DIRECTOR COMPENSATION TABLE
Directors who are employees of the Company receive no additional compensation for serving on the Board or its Committees. The following table sets forth certain information regarding the compensation earned by or awarded to each non-employee Director for their service on our Board of Directors in 2009.
Name and Principal Position (1) | Fees Earned or Paid in Cash ($) | Stock Awards ($) (4) | Stock Option Awards ($) | Non-Equity Incentive Plan Compensation ($) | Change in Pension Value and Nonqualified Deferred Compensation Earnings ($) | All Other Compensation ($) (3) | Total ($) | |||||||||||||||||||||
Bachow, Paul | $ | 45,000 | $ | 96,500 | - | n/a | n/a | 0 | $ | 141,500 | ||||||||||||||||||
Rein, Harry | $ | 43,500 | $ | 96,500 | - | n/a | n/a | 0 | $ | 140,000 | ||||||||||||||||||
Rosenzweig, Ron | $ | 15,000 | $ | 96,500 | - | n/a | n/a | $ | 64,073 | $ | 175,573 | |||||||||||||||||
Solomon, Lew (2) | $ | 61,000 | $ | 131,501 | - | n/a | n/a | 0 | $ | 192,501 | ||||||||||||||||||
Fellows, David | $ | 38,000 | $ | 96,500 | - | n/a | n/a | 0 | $ | 134,500 |
(1) | The compensation data for Mario Rivas Chief Executive Officer and Gilles Delfassy is included in the Summary Compensation Table. |
(2) | Mr. Lew Solomon was elected Chairman of the Board in September 2009. |
(3) | All Other Compensation reflects $59,231 in salary and $4,842 in benefits (medical, dental, life, accidental death and dismemberment, long-term and short-term disability and 401K match) that Mr. Rosenzweig received as an employee pursuant to his employment agreement with the Company. |
(4) | Amounts shown do not reflect compensation actually received by each Director. Instead, the amounts shown are the grant date fair value of the stock awards as determined in accordance with FASB ASC Topic 718. The amount indicated reflects the grant date fair value for RSUs granted with the following fair values as of the grant date: 50,000 RSUs were granted on January 15, 2009 with a fair value of $1.93 per unit. On the same date Mr. Solomon also received an additional 18,135 RSUs for his role in leading the search for a new Chief Executive Officer. |
INFORMATION REGARDING CORPORATE GOVERNANCE AND COMPENSATION
BOARD LEADERSHIP STRUCTURE
The Board believes that its current leadership structure where the Chairman of the Board is an independent non-employee director provides the appropriate check and balance on the role and responsibilities of the Chief Executive Officer.

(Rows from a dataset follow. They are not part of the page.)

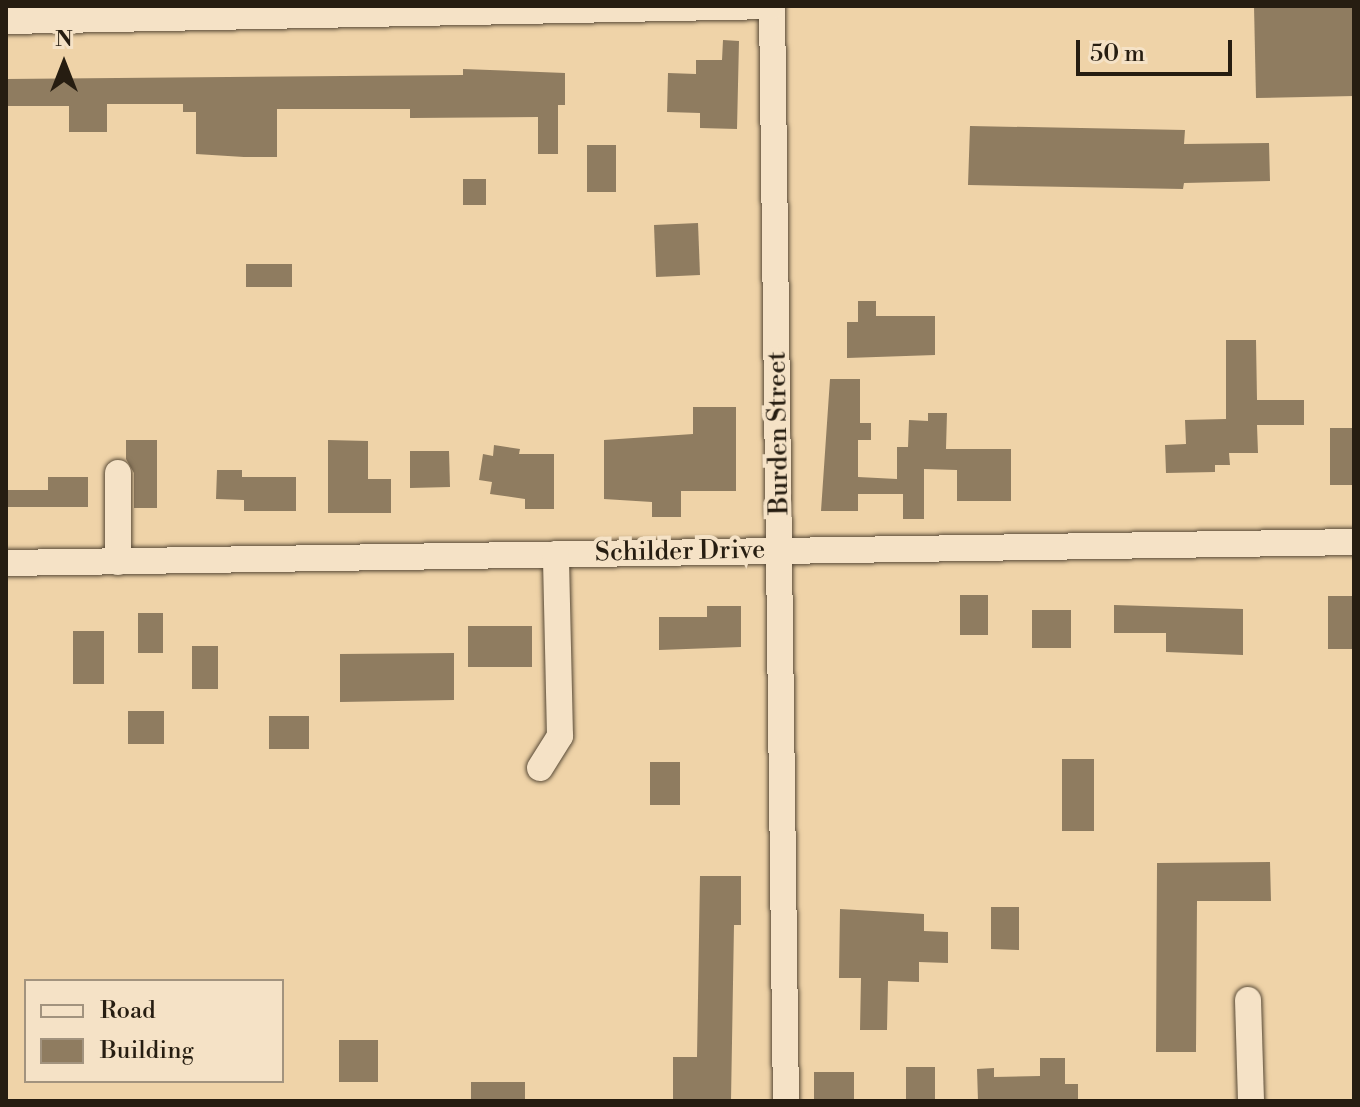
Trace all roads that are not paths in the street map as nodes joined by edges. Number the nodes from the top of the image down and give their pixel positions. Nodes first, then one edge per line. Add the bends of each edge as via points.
1 (772, 6) edge
2 (186, 12) edge
3 (6, 21) edge
4 (118, 473) dead end
5 (1354, 542) edge
6 (781, 550) junction
7 (556, 554) junction
8 (118, 562) junction
9 (6, 563) edge
10 (540, 768) dead end
11 (1248, 1000) dead end
12 (786, 1101) edge
13 (1251, 1101) edge

1 - 2 street
1 - 6 street, Burden Street
2 - 3 street
4 - 8 street
5 - 6 street, Schilder Drive
6 - 7 street, Schilder Drive
6 - 12 street, Burden Street
7 - 8 street, Schilder Drive
7 - 10 street via 560,736
8 - 9 street, Schilder Drive
11 - 13 street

The Chairman of the Board presides at all executive sessions of the Board.
BOARD’S ROLE IN RISK OVERSIGHT
The Board as a whole has responsibility for risk oversight, with reviews of certain areas being conducted by the relevant Board Committees that report on their deliberations to the Board as well as through direct reports by key management personnel at the Board meetings. The oversight responsibility of the Board and its Committees is enabled by management reporting processes that are designed to provide visibility to the Board about the identification, assessment and management of critical risks and management’s risk mitigation strategies.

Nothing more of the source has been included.